### Problem description
Report the lines of the material that carry the string "highway".

### Material for this task

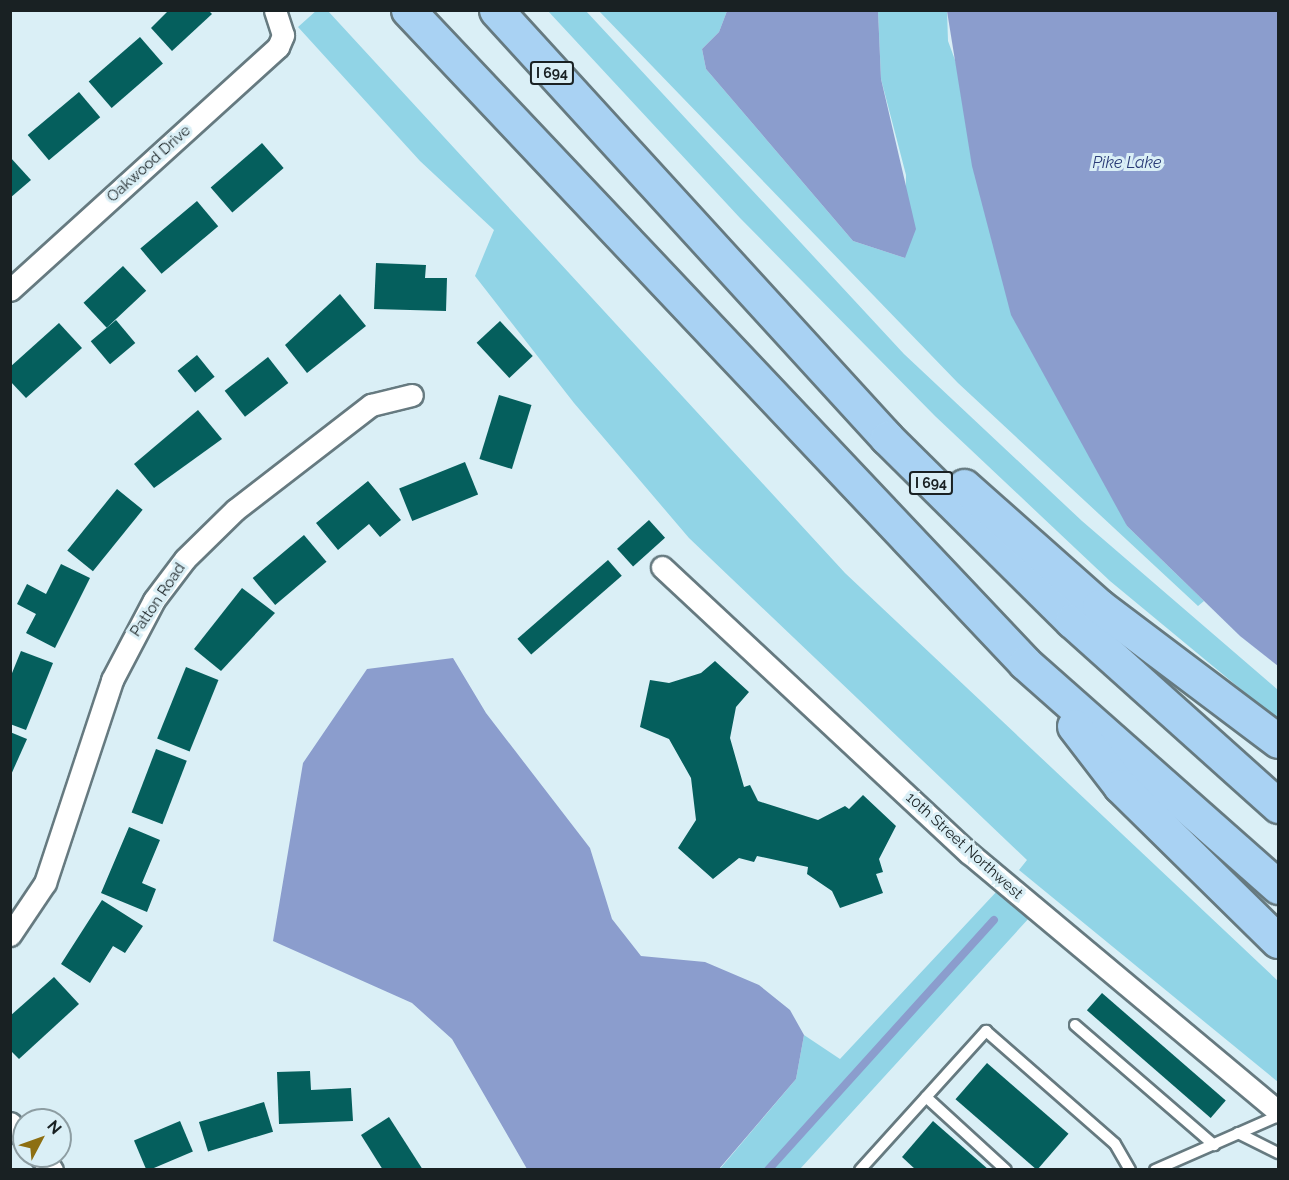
<!DOCTYPE html>
<html>
<head>
<meta charset="utf-8">
<style>
  body { margin:0 }
  #map { position:relative; width:1289px; height:1180px; overflow:hidden; background:#daeff6; font-family:Raleway,sans-serif }
  div>[style] { position:absolute }
  .green>* { inset:0; background:#91d4e6 }
  .water>* { inset:0; background:#8b9dcd }
  .stream>* { height:8px; margin:-4px; padding:0 4px; transform-origin:4px; border-radius:4px; background:#8b9dcd }
  .building>* { inset:0; background:#055f5d; transform-origin:0 0 }
  .roads { filter:drop-shadow(2px 0 #667a80) drop-shadow(-2px 0 #667a80) drop-shadow(0 2px #667a80) drop-shadow(0 -2px #667a80) }
  .lane>* { height:10px; margin:-5px; padding:0 5px; transform-origin:5px; border-radius:5px; background:#fff }
  .street>* { height:21px; margin:-10.5px; padding:0 10.5px; transform-origin:10.5px; border-radius:10.5px; background:#fff }
  .highway>* { height:33px; margin:-16.5px; padding:0 16.5px; transform-origin:16.5px; border-radius:16.5px; background:#a9d2f3 }
  span { translate:-50% -50%; white-space:nowrap; text-align:center; line-height:1.15; -webkit-text-stroke:6px #daeff6; paint-order:stroke }
  .shield-label span { padding:2px 4px; background:#daeff6; border:2px solid; border-radius:4px; -webkit-text-stroke-width:0 }
  .shield-label { font-size:14px; color:#192123; font-weight:700 }
  .street-label { font-size:15px; color:#192123 }
  .water-label { font-size:16px; color:#2a3c77; font-style:italic }
  .frame { position:absolute; inset:0; border:12px solid #192123; pointer-events:none }
  .north { position:absolute; left:12px; top:1108px; width:60px; height:60px; box-sizing:border-box; background:#daeff6; border:2px solid #8d9da2; border-radius:50%; rotate:49deg; font-size:16px; font-weight:700; line-height:24px; text-align:center; color:#192123 }
  .north::after { content:''; display:block; margin:auto; width:21px; height:27px; background:#8d6f12; clip-path:polygon(50% 0,100% 100%,50% 72%,0 100%) }
</style>
</head>
<body>
<div id="map">
  <div class="green">
    <div style="clip-path:polygon(317px 10px,328px 11px,845px 573px,1278px 981px,1278px 1082px,1019px 870px,1027px 860px,689px 538px,574px 403px,475px 276px,494px 230px,420px 161px,298px 27px)"></div>
    <div style="clip-path:polygon(548px 11px,586px 11px,904px 354px,1082px 521px,1278px 690px,1278px 720px,1110px 581px,935px 416px,740px 218px)"></div>
    <div style="clip-path:polygon(599px 11px,727px 11px,719px 32px,702px 49px,706px 69px,853px 241px,905px 258px,906px 175px,881px 79px,878px 11px,947px 11px,948px 41px,1127px 526px,1204px 601px,1198px 606px,958px 383px)"></div>
    <div style="clip-path:polygon(998px 890px,1030px 917px,800px 1169px,719px 1170px,796px 1079px,804px 1035px,840px 1059px)"></div>
  </div>
  <div class="water">
    <div style="clip-path:polygon(727px 11px,878px 11px,881px 79px,916px 229px,905px 258px,853px 241px,706px 69px,702px 49px,719px 32px)"></div>
    <div style="clip-path:polygon(947px 11px,1278px 11px,1278px 666px,1240px 636px,1127px 526px,1011px 315px,972px 166px)"></div>
    <div style="clip-path:polygon(453px 658px,486px 713px,590px 848px,612px 919px,641px 956px,705px 962px,759px 985px,790px 1010px,804px 1035px,796px 1079px,719px 1169px,527px 1169px,452px 1039px,412px 1003px,273px 941px,303px 763px,367px 669px)"></div>
  </div>
  <div class="stream">
    <div style="left:768px;top:1170px;width:337px;rotate:-47.9deg"></div>
  </div>
  <div class="building">
    <div style="clip-path:polygon(169px 10px,208px 10px,212px 14px,172px 51px,151px 28px)"></div>
    <div style="left:140px;top:37px;width:35px;height:68px;rotate:49deg"></div>
    <div style="left:79px;top:92px;width:33px;height:67px;rotate:50deg"></div>
    <div style="left:262px;top:143px;width:33px;height:68px;rotate:49deg"></div>
    <div style="clip-path:polygon(10px 157px,31px 180px,10px 198px)"></div>
    <div style="left:197px;top:201px;width:33px;height:74px;rotate:50deg"></div>
    <div style="clip-path:polygon(376px 263px,426px 265px,425px 278px,447px 278px,446px 311px,374px 309px)"></div>
    <div style="left:123px;top:266px;width:34px;height:54px;rotate:47deg"></div>
    <div style="clip-path:polygon(340px 294px,366px 326px,307px 373px,285px 345px)"></div>
    <div style="left:116px;top:320px;width:30px;height:33px;rotate:50deg"></div>
    <div style="left:500px;top:321px;width:48px;height:32px;rotate:47deg"></div>
    <div style="clip-path:polygon(59px 323px,82px 348px,26px 398px,10px 381px,10px 367px)"></div>
    <div style="left:197px;top:355px;width:28px;height:25px;rotate:51deg"></div>
    <div style="left:268px;top:357px;width:33px;height:55px;rotate:52deg"></div>
    <div style="left:499px;top:395px;width:34px;height:67px;rotate:17deg"></div>
    <div style="clip-path:polygon(198px 410px,222px 439px,154px 488px,134px 464px)"></div>
    <div style="left:465px;top:462px;width:35px;height:71px;rotate:68deg"></div>
    <div style="clip-path:polygon(368px 481px,401px 520px,380px 537px,369px 524px,338px 550px,316px 523px)"></div>
    <div style="left:117px;top:489px;width:33px;height:79px;rotate:39deg"></div>
    <div style="left:649px;top:520px;width:24px;height:43px;rotate:48deg"></div>
    <div style="left:304px;top:535px;width:35px;height:67px;rotate:50deg"></div>
    <div style="left:608px;top:560px;width:21px;height:120px;rotate:49deg"></div>
    <div style="clip-path:polygon(61px 564px,90px 578px,55px 648px,26px 633px,36px 614px,17px 604px,27px 584px,46px 594px)"></div>
    <div style="clip-path:polygon(242px 588px,275px 613px,221px 671px,194px 649px)"></div>
    <div style="clip-path:polygon(21px 651px,53px 663px,26px 730px,10px 724px,10px 678px)"></div>
    <div style="clip-path:polygon(715px 661px,749px 692px,736px 707px,730px 738px,744px 787px,750px 785px,758px 801px,818px 820px,845px 806px,849px 809px,863px 795px,896px 826px,879px 859px,883px 872px,876px 874px,883px 893px,840px 908px,832px 891px,807px 874px,808px 867px,757px 856px,754px 862px,739px 858px,713px 879px,678px 848px,696px 820px,691px 778px,669px 739px,640px 727px,650px 680px,669px 683px,701px 673px)"></div>
    <div style="left:186px;top:667px;width:35px;height:77px;rotate:22deg"></div>
    <div style="clip-path:polygon(10px 732px,27px 739px,10px 777px)"></div>
    <div style="left:156px;top:749px;width:33px;height:68px;rotate:21deg"></div>
    <div style="clip-path:polygon(129px 827px,160px 840px,142px 883px,156px 889px,147px 912px,101px 893px)"></div>
    <div style="clip-path:polygon(102px 900px,143px 926px,125px 953px,113px 946px,90px 983px,61px 964px)"></div>
    <div style="clip-path:polygon(54px 977px,79px 1004px,19px 1059px,10px 1050px,10px 1016px)"></div>
    <div style="left:1102px;top:993px;width:164px;height:23px;rotate:41deg"></div>
    <div style="left:987px;top:1063px;width:108px;height:48px;rotate:41deg"></div>
    <div style="clip-path:polygon(310px 1071px,311px 1090px,351px 1088px,353px 1121px,279px 1124px,277px 1072px)"></div>
    <div style="left:264px;top:1102px;width:31px;height:68px;rotate:73deg"></div>
    <div style="clip-path:polygon(389px 1117px,423px 1170px,383px 1170px,361px 1135px)"></div>
    <div style="left:180px;top:1121px;width:33px;height:50px;rotate:67deg"></div>
    <div style="clip-path:polygon(933px 1121px,989px 1170px,916px 1170px,902px 1157px)"></div>
  </div>
  <div class="roads">
    <div class="lane">
      <div style="left:1075px;top:1025px;width:184px;rotate:40.8deg"></div>
      <div style="left:926px;top:1097px;width:108px;rotate:42.4deg"></div>
      <div style="left:1238px;top:1133px;width:45px;rotate:26.6deg"></div>
      <div style="left:860px;top:1170px;width:188px;rotate:-47.8deg"></div>
      <div style="left:986px;top:1031px;width:171px;rotate:41.2deg"></div>
      <div style="left:1115px;top:1144px;width:30px;rotate:60deg"></div>
      <div style="left:1155px;top:1170px;width:134px;rotate:-23.7deg"></div>
    </div>
    <div class="street">
      <div style="left:10px;top:290px;width:362px;rotate:-42.2deg"></div>
      <div style="left:278px;top:47px;width:13px;rotate:-67deg"></div>
      <div style="left:283px;top:35px;width:26px;rotate:-108deg"></div>
      <div style="left:662px;top:567px;width:420px;rotate:43deg"></div>
      <div style="left:969px;top:853px;width:403px;rotate:39.9deg"></div>
      <div style="left:10px;top:935px;width:63px;rotate:-56.1deg"></div>
      <div style="left:45px;top:883px;width:214px;rotate:-71.7deg"></div>
      <div style="left:112px;top:680px;width:90px;rotate:-62.3deg"></div>
      <div style="left:154px;top:600px;width:51px;rotate:-52.9deg"></div>
      <div style="left:185px;top:559px;width:70px;rotate:-44.4deg"></div>
      <div style="left:235px;top:510px;width:172px;rotate:-37.7deg"></div>
      <div style="left:371px;top:405px;width:42px;rotate:-13.7deg"></div>
      <div style="left:10px;top:1123px;width:21px;rotate:47deg"></div>
      <div style="left:40px;top:1156px;width:18px;rotate:49deg"></div>
    </div>
    <div class="highway">
      <div style="left:408px;top:10px;width:898px;rotate:46.62deg"></div>
      <div style="left:1025px;top:663px;width:338px;rotate:41.5deg"></div>
      <div style="left:496px;top:10px;width:580px;rotate:47.59deg"></div>
      <div style="left:887px;top:438px;width:260px;rotate:44.7deg"></div>
      <div style="left:1072px;top:621px;width:277px;rotate:41.9deg"></div>
      <div style="left:964px;top:486px;width:181px;rotate:41.6deg"></div>
      <div style="left:1099px;top:606px;width:224px;rotate:37deg"></div>
      <div style="left:1074px;top:726px;width:76px;rotate:52.5deg"></div>
      <div style="left:1120px;top:786px;width:221px;rotate:44.5deg"></div>
    </div>
  </div>
  <div class="shield-label">
    <span style="left:552px;top:73px">I 694</span>
    <span style="left:931px;top:483px">I 694</span>
  </div>
  <div class="street-label">
    <span style="left:149px;top:164px;rotate:-42deg">Oakwood Drive</span>
    <span style="left:158px;top:600px;rotate:-56deg">Patton Road</span>
    <span style="left:964px;top:846px;rotate:42deg">10th Street Northwest</span>
  </div>
  <div class="water-label">
    <span style="left:1127px;top:163px">Pike Lake</span>
  </div>
  <div class="frame"></div>
  <div class="north">N</div>
</div>
</body>
</html>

### Completed task
  .highway>* { height:33px; margin:-16.5px; padding:0 16.5px; transform-origin:16.5px; border-radius:16.5px; background:#a9d2f3 }
    <div class="highway">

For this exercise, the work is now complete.